Senza nemmeno volerlo mi scopro a seguirlo. Me ne accorgo perché mi ritrovo davanti libri come Forme di polistirolo, L’arte del découpage e Mosaico facile.
Lui sta sfogliando un libro d’arte di grande formato su Giorgione. In mano tiene stretto un libro dalla copertina nera, con una donna nuda. Si intitola Hard.
Dopo essere passato a La vera storia di Lucio Battisti, si dirige verso la cassa. Dribblo in blocco il settore Giardinaggio, e gli sono dietro.

- I libri di poesia?
- Accanto a Critica letteraria. Lo vede? Critica letteraria. Accanto.
L’uomo va verso il punto indicato dalla cassiera, e io lo seguo. Lo inquadro con discrezione, tenendo fra me e lui un paio di scaffali. Le mie carrellate laterali sfocano il primo piano coi libri e tengono a fuoco lui e le sue lenti alzate.
Ogni volta che si gira, o semplicemente accenna a farlo, mi trova con un libro in mano, o mentre mi accingo a prenderlo con naturalezza da uno scaffale, o con la testa piegata, intento a leggere i titoli sul dorso. Le orecchie bene aperte.
Sorrido internamente, mentre afferro un libro a caso. Sto giocando al piccolo detective, e mi riesce pure bene.

Intanto l’uomo lascia la borsa su uno scaffale basso, e prosegue il suo giro.
Dà un’occhiata a Vita di un uomo di Ungaretti e a un volume delle Opere di Wislawa Szymborska.
Tutt’a un tratto l’altoparlante comincia a vomitare: il proprietario dello zaino lasciato accanto alla cassa del piano terra è pregato di ritirarlo immediatamente.
Gli occhi mi vanno istintivamente alla borsa lasciata dall’uomo.
Beh, la voce diceva del piano terra, io sto al piano interrato. Ma dove sarà la cassa? penso guardando il soffitto e la cassa del mio piano per valutare gli eventuali effetti di un’esplosione.
Di nuovo l’annuncio: il proprietario dello zaino lasciato accanto alla cassa del piano terra è pregato di ritirarlo im-me-dia-ta-men-te.
Stavolta gli occhi mi vanno ai libri che ho davanti. Vedo un titolo su Una bomber e uno su La strage di Bologna con prefazione dell’immancabile Carlo Lucarelli. Andiamo bene!
Mentre l’uomo recupera la sua borsa e si sposta verso la cassa, poso prontamente La strage di Piazza Fontana, che nel frattempo avevo preso in mano, e lo seguo.

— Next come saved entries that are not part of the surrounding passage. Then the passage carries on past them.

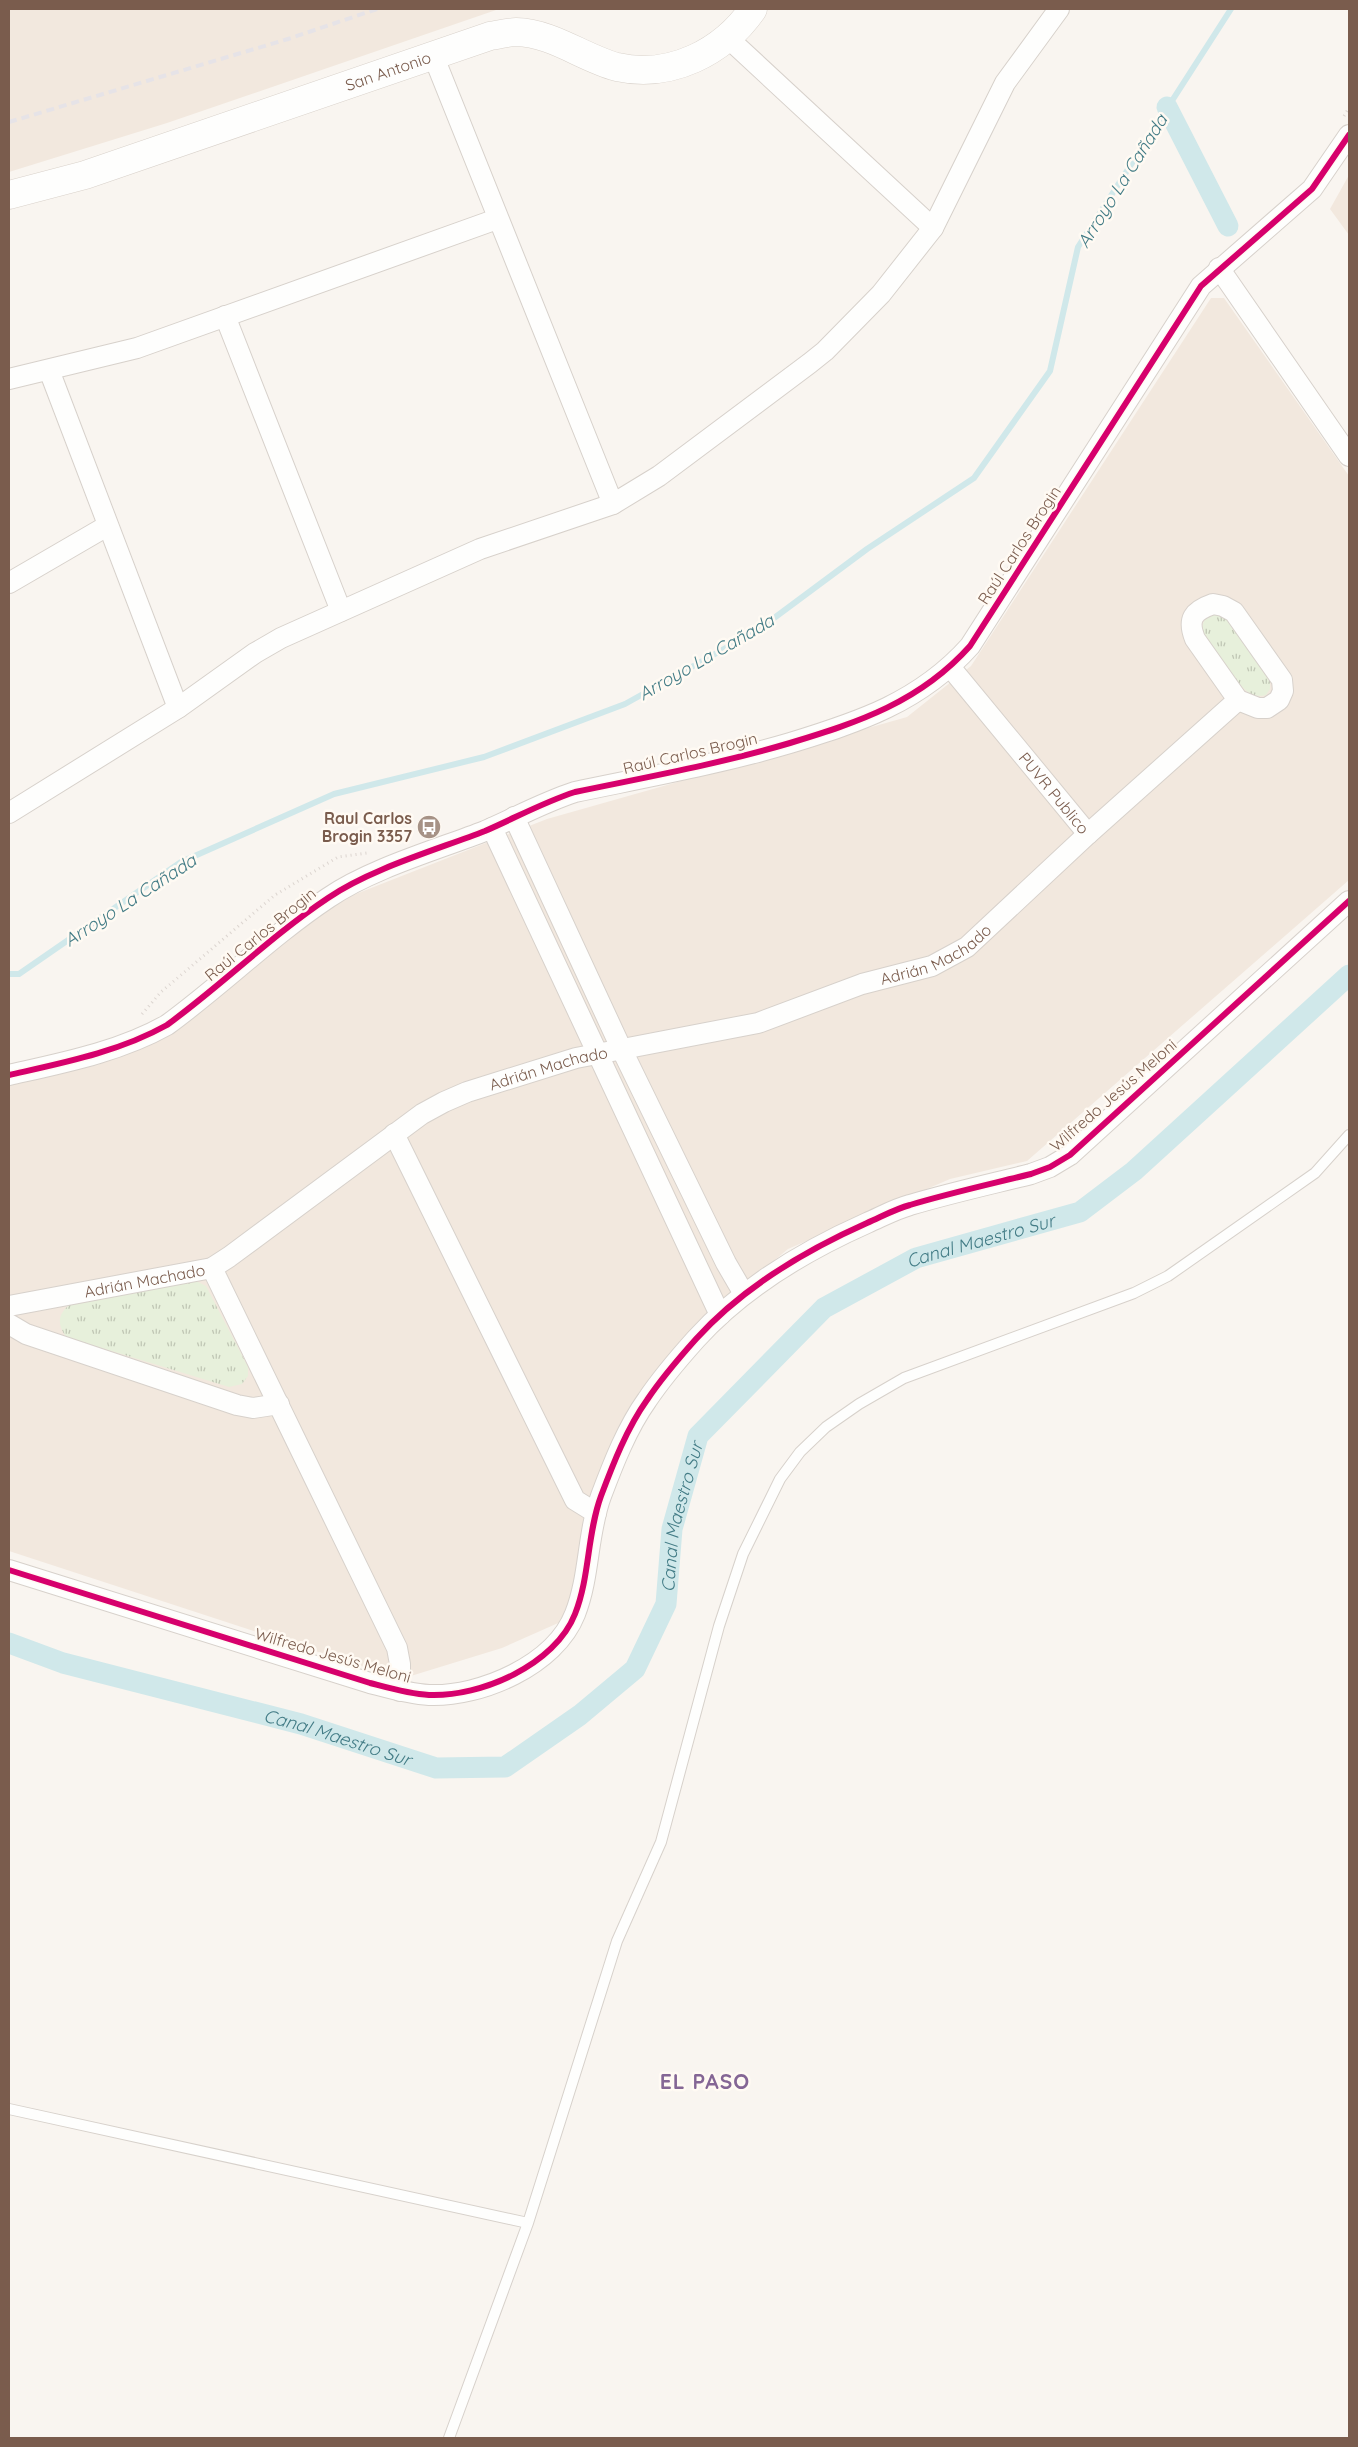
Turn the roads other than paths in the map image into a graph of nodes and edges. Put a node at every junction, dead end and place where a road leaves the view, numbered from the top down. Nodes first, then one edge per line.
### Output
1 (753, 9) edge
2 (1059, 9) edge
3 (728, 38) junction
4 (433, 55) junction
5 (1344, 130) edge
6 (9, 196) edge
7 (498, 219) junction
8 (933, 228) junction
9 (1219, 268) junction
10 (226, 316) junction
11 (49, 370) junction
12 (9, 379) edge
13 (1349, 456) edge
14 (613, 504) junction
15 (107, 526) junction
16 (9, 584) edge
17 (341, 611) junction
18 (951, 668) junction
19 (1238, 700) junction
20 (178, 708) junction
21 (9, 813) edge
22 (514, 817) junction
23 (492, 828) junction
24 (1088, 834) junction
25 (1349, 901) edge
26 (621, 1048) junction
27 (597, 1053) junction
28 (9, 1075) edge
29 (394, 1134) junction
30 (1349, 1136) edge
31 (212, 1268) junction
32 (744, 1294) junction
33 (9, 1306) edge
34 (720, 1315) junction
35 (9, 1324) edge
36 (279, 1404) junction
37 (596, 1513) junction
38 (9, 1570) edge
39 (400, 1691) junction
40 (9, 2109) edge
41 (528, 2223) junction
42 (449, 2438) edge

1 - 3 main road, San Antonio
2 - 8 street
3 - 4 main road, San Antonio
3 - 8 street
4 - 6 main road, San Antonio
4 - 7 street
5 - 9 street, Raúl Carlos Brogin
7 - 10 street
7 - 14 street
8 - 14 street
9 - 13 street
9 - 18 street, Raúl Carlos Brogin
10 - 11 street
10 - 17 street
11 - 12 street
11 - 15 street
14 - 17 street
15 - 16 street
15 - 20 street
17 - 20 street
18 - 22 street, Raúl Carlos Brogin
18 - 24 street, PUVR Publico
19 - 19 street
19 - 24 street, PUVR Publico
20 - 21 street
22 - 23 street, Raúl Carlos Brogin
22 - 26 street
23 - 27 street
23 - 28 street, Raúl Carlos Brogin
24 - 26 street, Adrián Machado
25 - 32 street, Wilfredo Jesús Meloni
26 - 27 street, Adrián Machado
26 - 32 street
27 - 29 street, Adrián Machado
27 - 34 street
29 - 31 street, Adrián Machado
29 - 37 street
30 - 41 lane
31 - 33 street, Adrián Machado
31 - 36 street
32 - 34 street, Wilfredo Jesús Meloni
34 - 37 street, Wilfredo Jesús Meloni
35 - 36 street
36 - 39 street
37 - 39 street, Wilfredo Jesús Meloni
38 - 39 street, Wilfredo Jesús Meloni
40 - 41 lane
41 - 42 lane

- Glielo incarto? fa la cassiera, forse vedendo la donna nuda in copertina.
- No! risponde seccamente l’uomo, quasi avvertendo in quella richiesta un’implicita offesa.
Mentre la cassiera lavora col libro, l’uomo nota dei piccoli bloc-notes con dei gattini in copertina. Kitty, si chiamano.
- Quant’è questo, 50? chiede prendendone uno.
- 50.
Paga ed esce.
Ormai è uscito, sono solo, e niente potrà più salvarmi dall’esplosione potenziale imminente.
Vorrei seguirlo, in un film lo avrei seguito, ma ho un libro in mano, unica copia presente in libreria, che non riuscirei a pagare in tempo. Lo avrei abbandonato sullo scaffale e sarei andato fuori dietro all’uomo, in un film.
I miei pensieri sono interrotti dall’altoparlante, ancora una volta: il proprietario dello zaino lasciato accanto alla cassa del piano terra è pregato di ritirarlo immediatamente.
Non ho il tempo di agitarmi, Già fatto, risponde un’altra voce metallica.
 
Vado alla cassa, faccio la fila, pago e mi avvio verso l’uscita, pronto a rituffarmi nella città e nell’assurdo e grottesco flusso di collegamenti con cui ci bombarda di continuo.
Esco. Non prima di avere appuntato questa storia.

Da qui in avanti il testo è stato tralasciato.